SW[Save Worker<br/>30s interval]
FB[Flask Bridge<br/>15s interval]
WL[Web Listener<br/>20s interval]
FI[File Indexer<br/>60s interval]
RT[Router Tasks<br/>45s interval]
end
subgraph "Monitoring Infrastructure"
HB[Heartbeat Manager]
LOG[Health Logger]
ALT[Alert System]
end
subgraph "External Monitors"
CS[C# Components]
UI[Status UI]
API[Health API]
end
SW --> HB
FB --> HB
WL --> HB
FI --> HB
RT --> HB
HB --> LOG
HB --> ALT
HB --> CS
HB --> UI
HB --> API
Health Status Levels¶
| Level | Description | Action Required |
|---|---|---|
| 🟢 Healthy | Service responding normally | None |
| 🟡 Warning | Service delayed but functional | Monitor closely |
| 🟠 Degraded | Service experiencing issues | Investigation recommended |
| 🔴 Critical | Service unresponsive | Immediate attention required |
Implementation Status¶
✅ Critical Services (Completed)¶
1. Save Worker - runtime/save_worker.py¶
- Location:
save_and_route_worker()function - Interval: 30 seconds
- Tag:
"save_worker" - Purpose: Monitors the background save queue processing
- Status: ✅ Fully Implemented
# Initialize heartbeat monitoring for save worker health tracking
heartbeat = python_core.Heartbeat(interval=30, tag="save_worker")
heartbeat.start()
# Worker loop with heartbeat updates
while True:
try:
# Process save queue
process_save_queue()
heartbeat.pulse() # Signal healthy operation
except Exception as e:
heartbeat.error(str(e)) # Report error condition
2. Flask Bridge Server - __main__.py¶
- Location:
start_flask_bridge()function - Interval: 15 seconds
- Tag:
"flask_bridge" - Purpose: Monitors C#/Python communication bridge (port 5001)

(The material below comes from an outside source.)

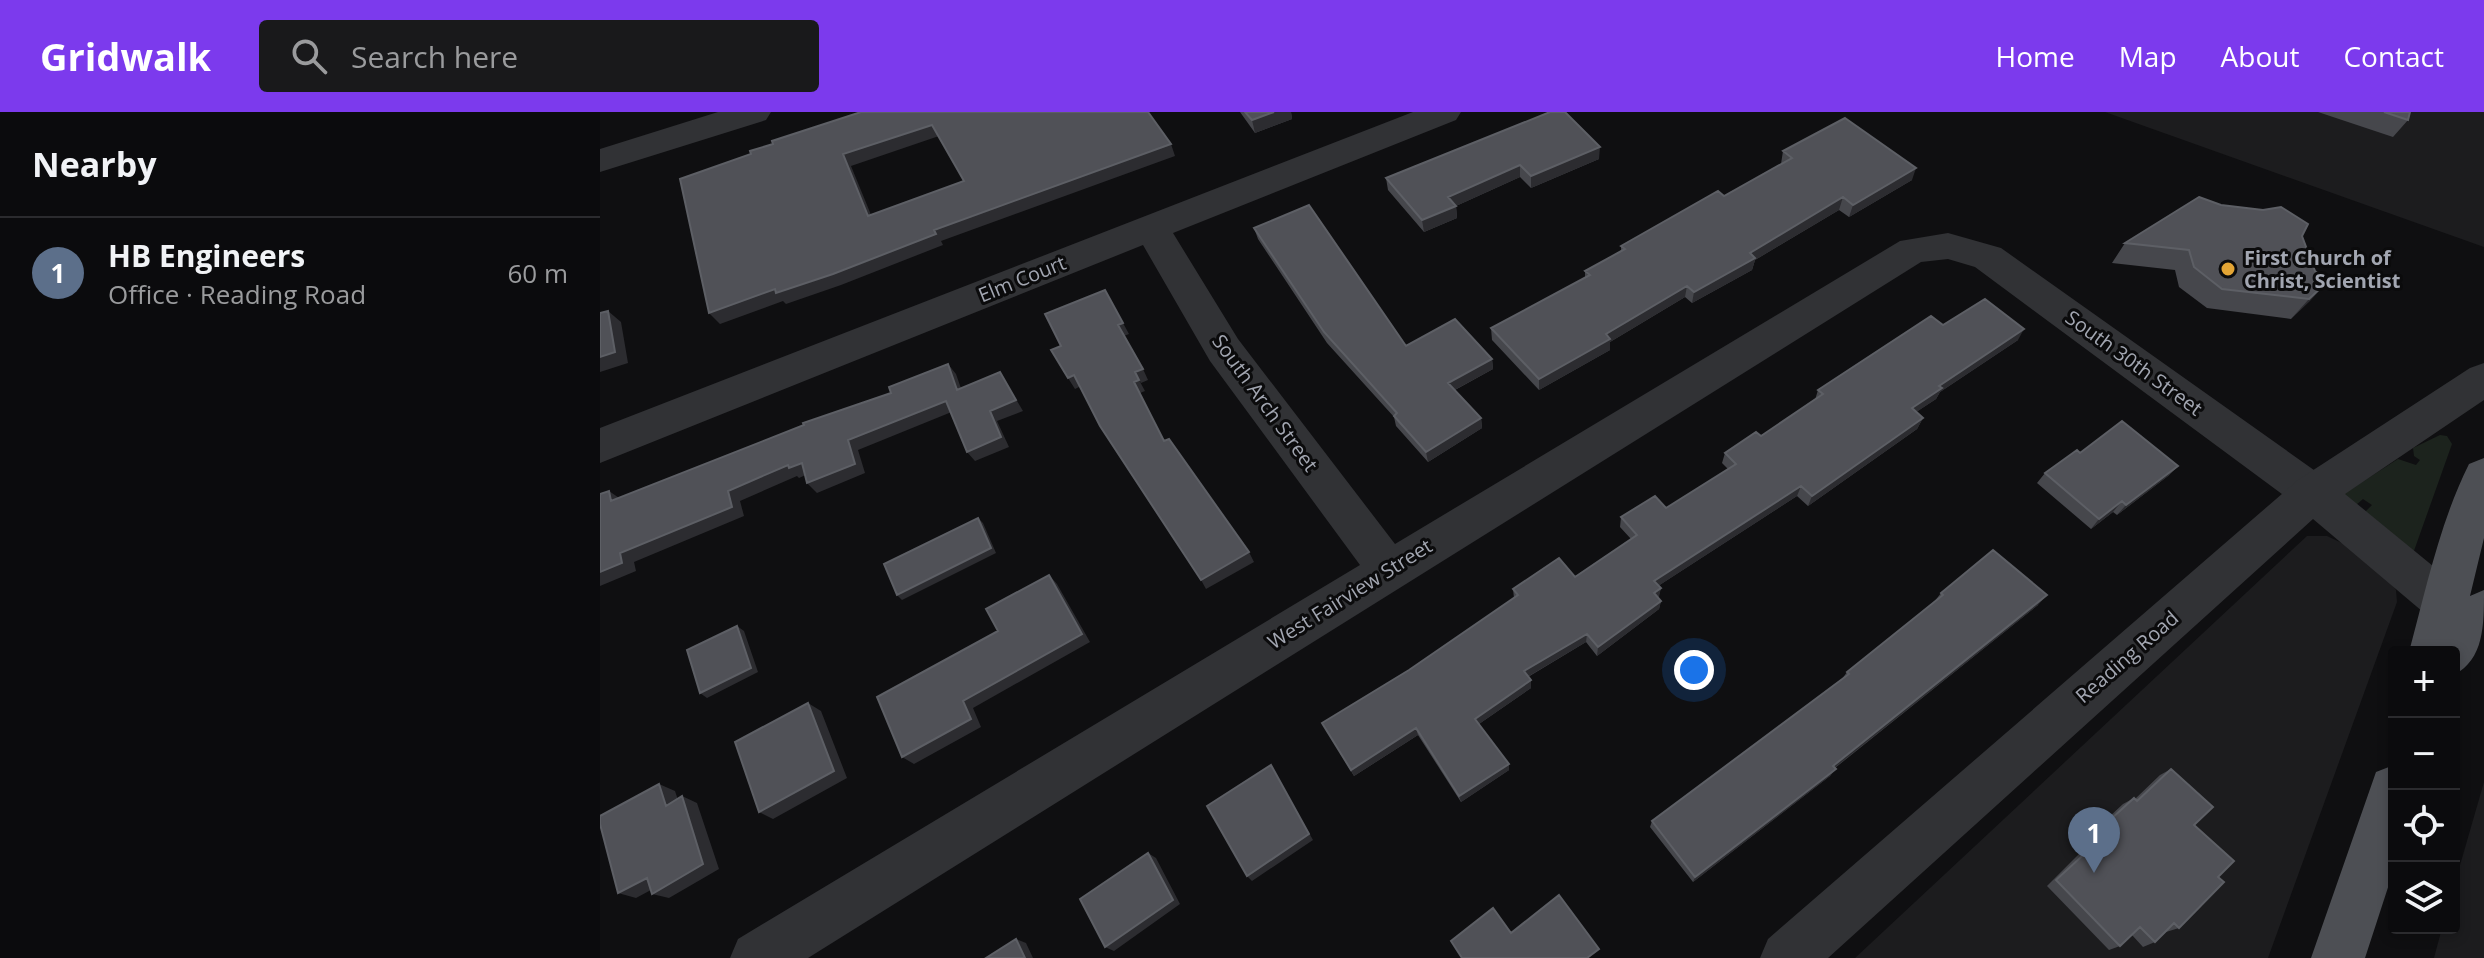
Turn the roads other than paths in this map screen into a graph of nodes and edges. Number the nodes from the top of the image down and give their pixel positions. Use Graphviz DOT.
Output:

- Status: ✅ Fully Implemented
# Initialize heartbeat monitoring for Flask bridge health tracking
heartbeat = python_core.Heartbeat(interval=15, tag="flask_bridge")
heartbeat.start()
# Flask application with health monitoring
@app.before_request
def before_request():
heartbeat.pulse() # Signal request processing
3. Web Listener - __main__.py¶
- Location:
start_web_listener()function - Interval: 20 seconds
- Tag:
"web_listener" - Purpose: Monitors browser extension communication (port 5000)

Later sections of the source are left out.